The story was first reported by US-based news website Axios.

BBC said that the job cuts may amount to around 3 per cent of the company’s workforce.

SVB and Signature Bank’s collapse had caused alarm globally and investors along with governments had braced for a ripple effect. Soon after SVB’s collapse, Swiss banking giant Credit Suisse was hastily acquired by rival UBS, which has recently said that it was pressured by the government for the acquisition by Swiss government to prevent the collapse of Credit Suisse.

SVB’s UK operations were acquired by HSBC for nominal price of 1 pound.

It is reported that Holding said in the e-mail that “The team in India that supports SVB is not impacted by the changes”.

First Citizens, based in North Carolina in the US has been acquiring troubled banks and has been one of the largest buyers of troubled banks in recent times.

CEOs grilled

Last week, CEOs of SVB and Singnature Bank were grilled by US lawmaker in a hearing in US Congress.  They were railed against the lenders’ risk management practices and lofty executive pay. 

The hearing was first significant public appearance of former Silicon Valley Bank chief executive Gregory Becker.
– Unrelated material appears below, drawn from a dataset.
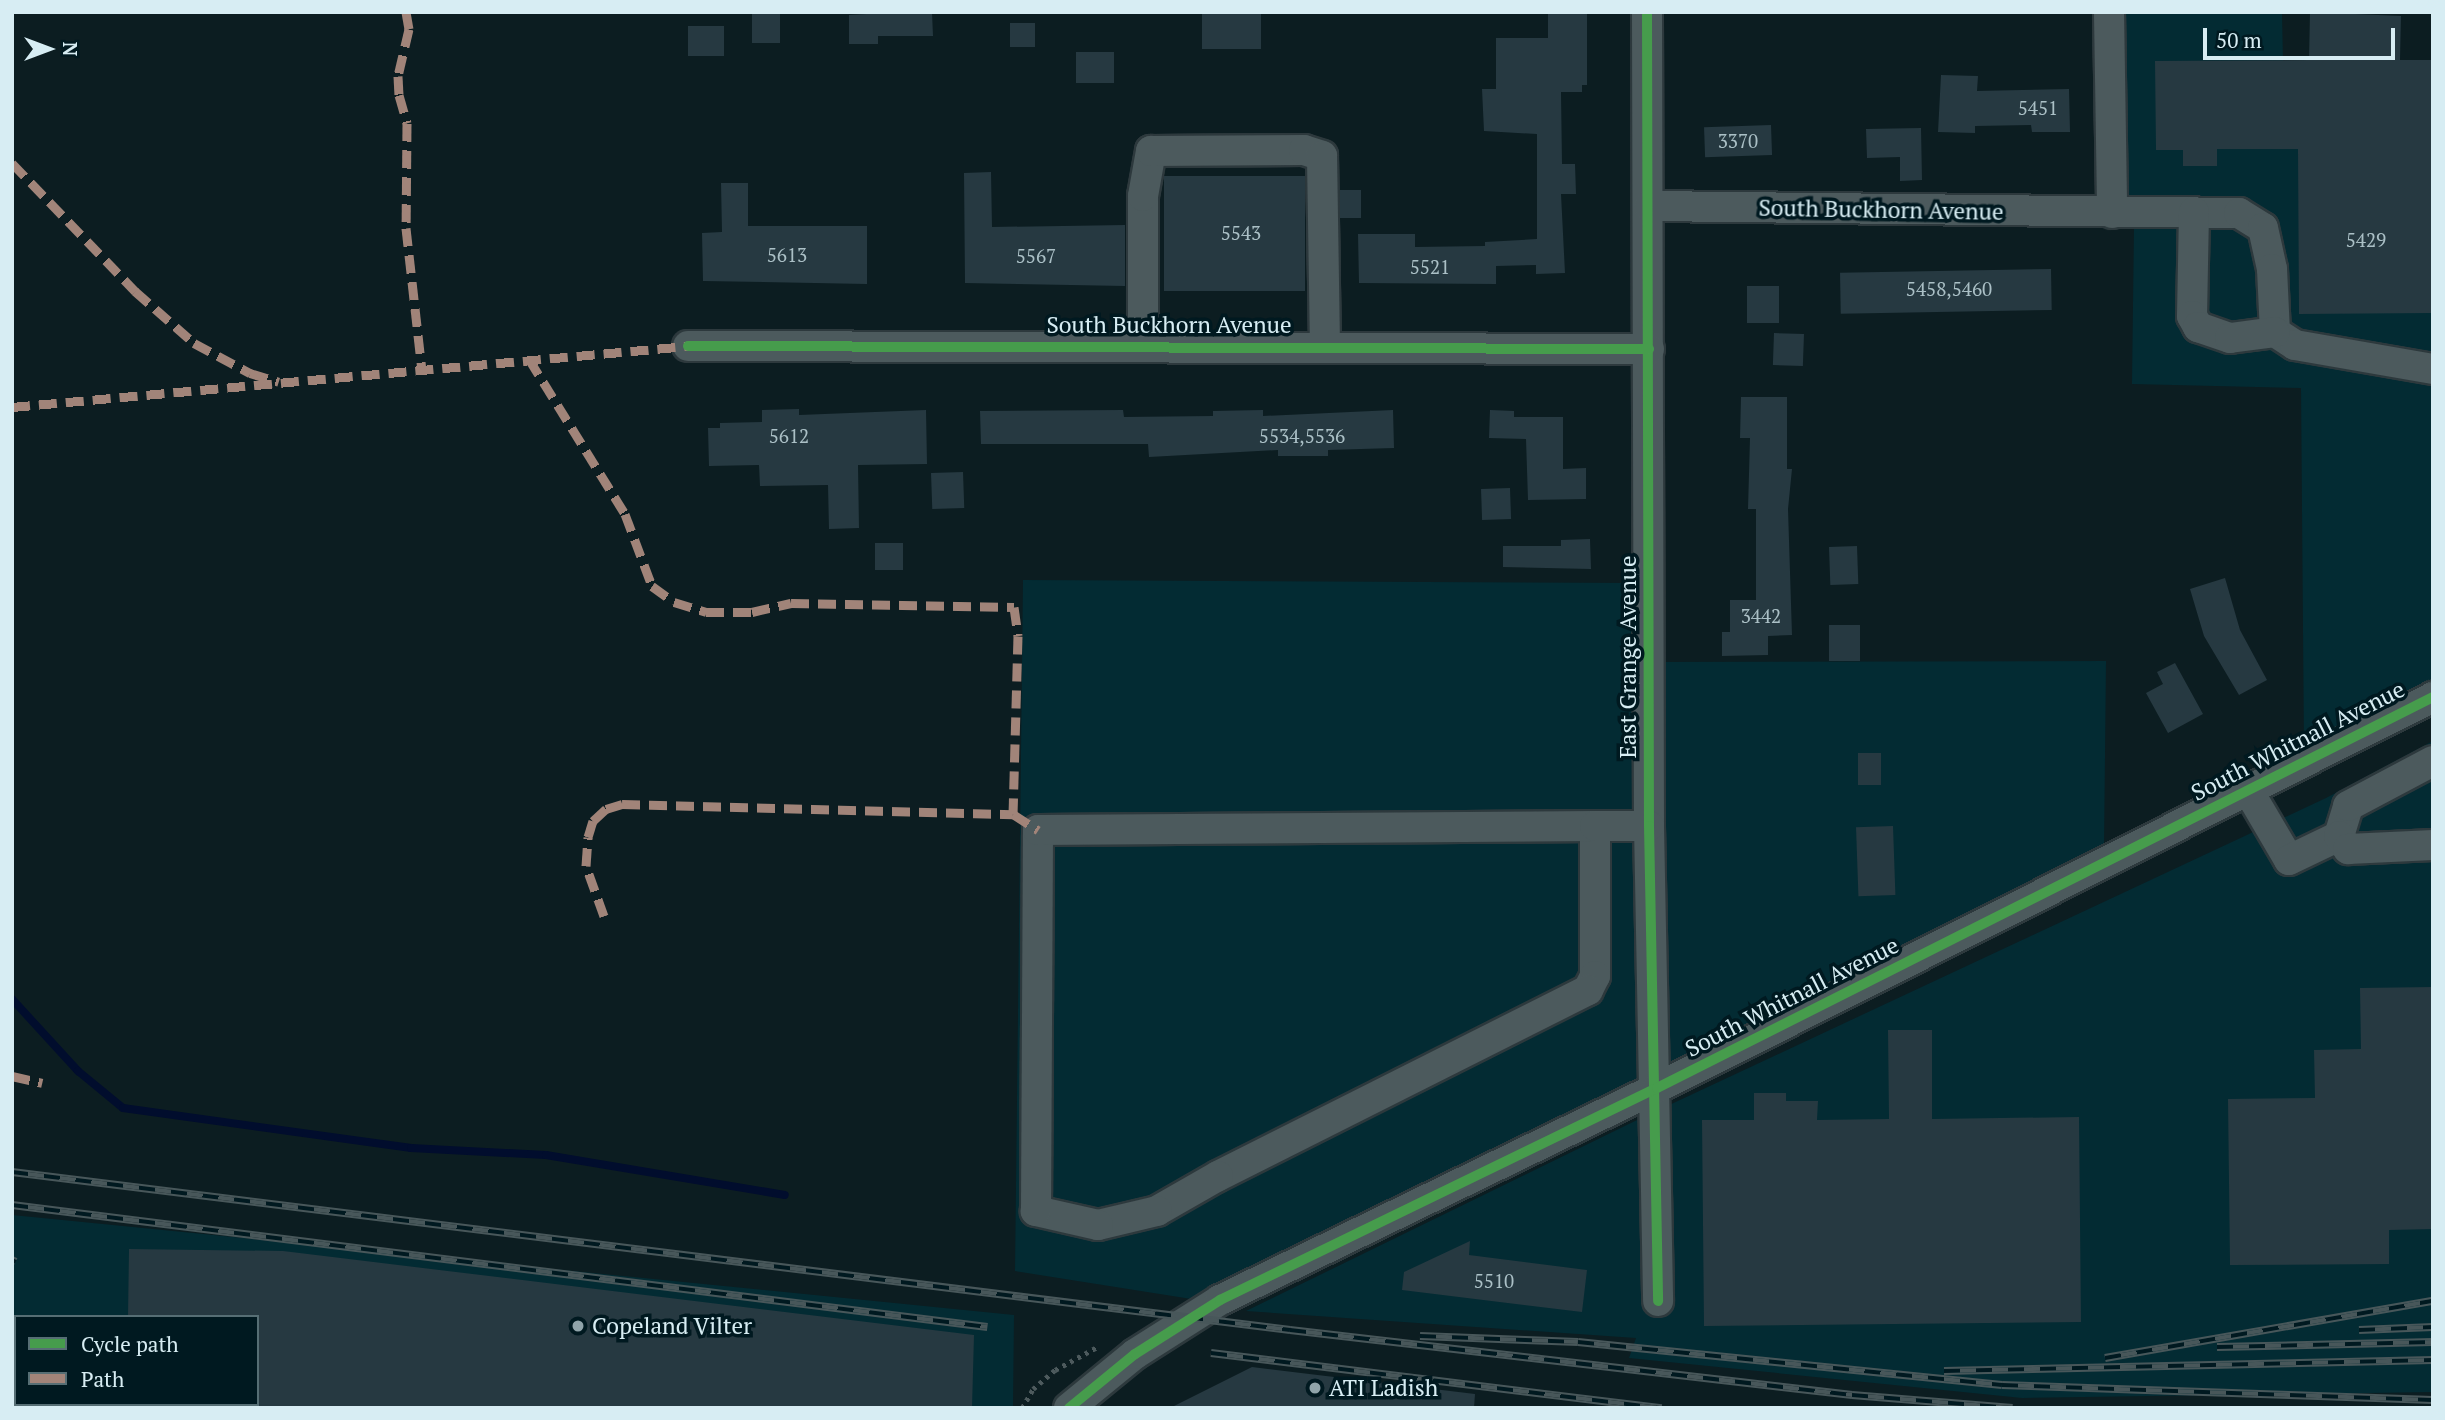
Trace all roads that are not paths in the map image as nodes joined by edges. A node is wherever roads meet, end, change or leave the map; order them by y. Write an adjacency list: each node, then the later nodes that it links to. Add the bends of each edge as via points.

During the hearing, he chose to characterise the bank as well managed and blamed the collapse on factors beyond his control.

But the failure of both SVB and Signature Bank — which also had former executives on the witness stand — has been blamed in government reports on poor management, given the speedy growth of both lenders.

“You made a really stupid bet that went bad, didn’t it?” asked Louisiana Republican Senator John Kennedy in an exchange with Becker over a decision to end a program to manage interest rate risk as the Federal Reserve shifted policy.

“Senator, there were a series of events, unprecedented events that occurred that led us to where we are today,” Becker said.

Georgia Democrat Raphael Warnock pressed Becker and asked if he felt he should have done anything differently. Becker said he, along with his other executives “made the best decisions they could have” given the information at the time.

He was repeatedly asked abut his compensation. Becker said that the decision rested with the bank’s board. Becker’s compensation over last four years totalled USD 40 million. Becker said that the amouont was decided by the bank’s board.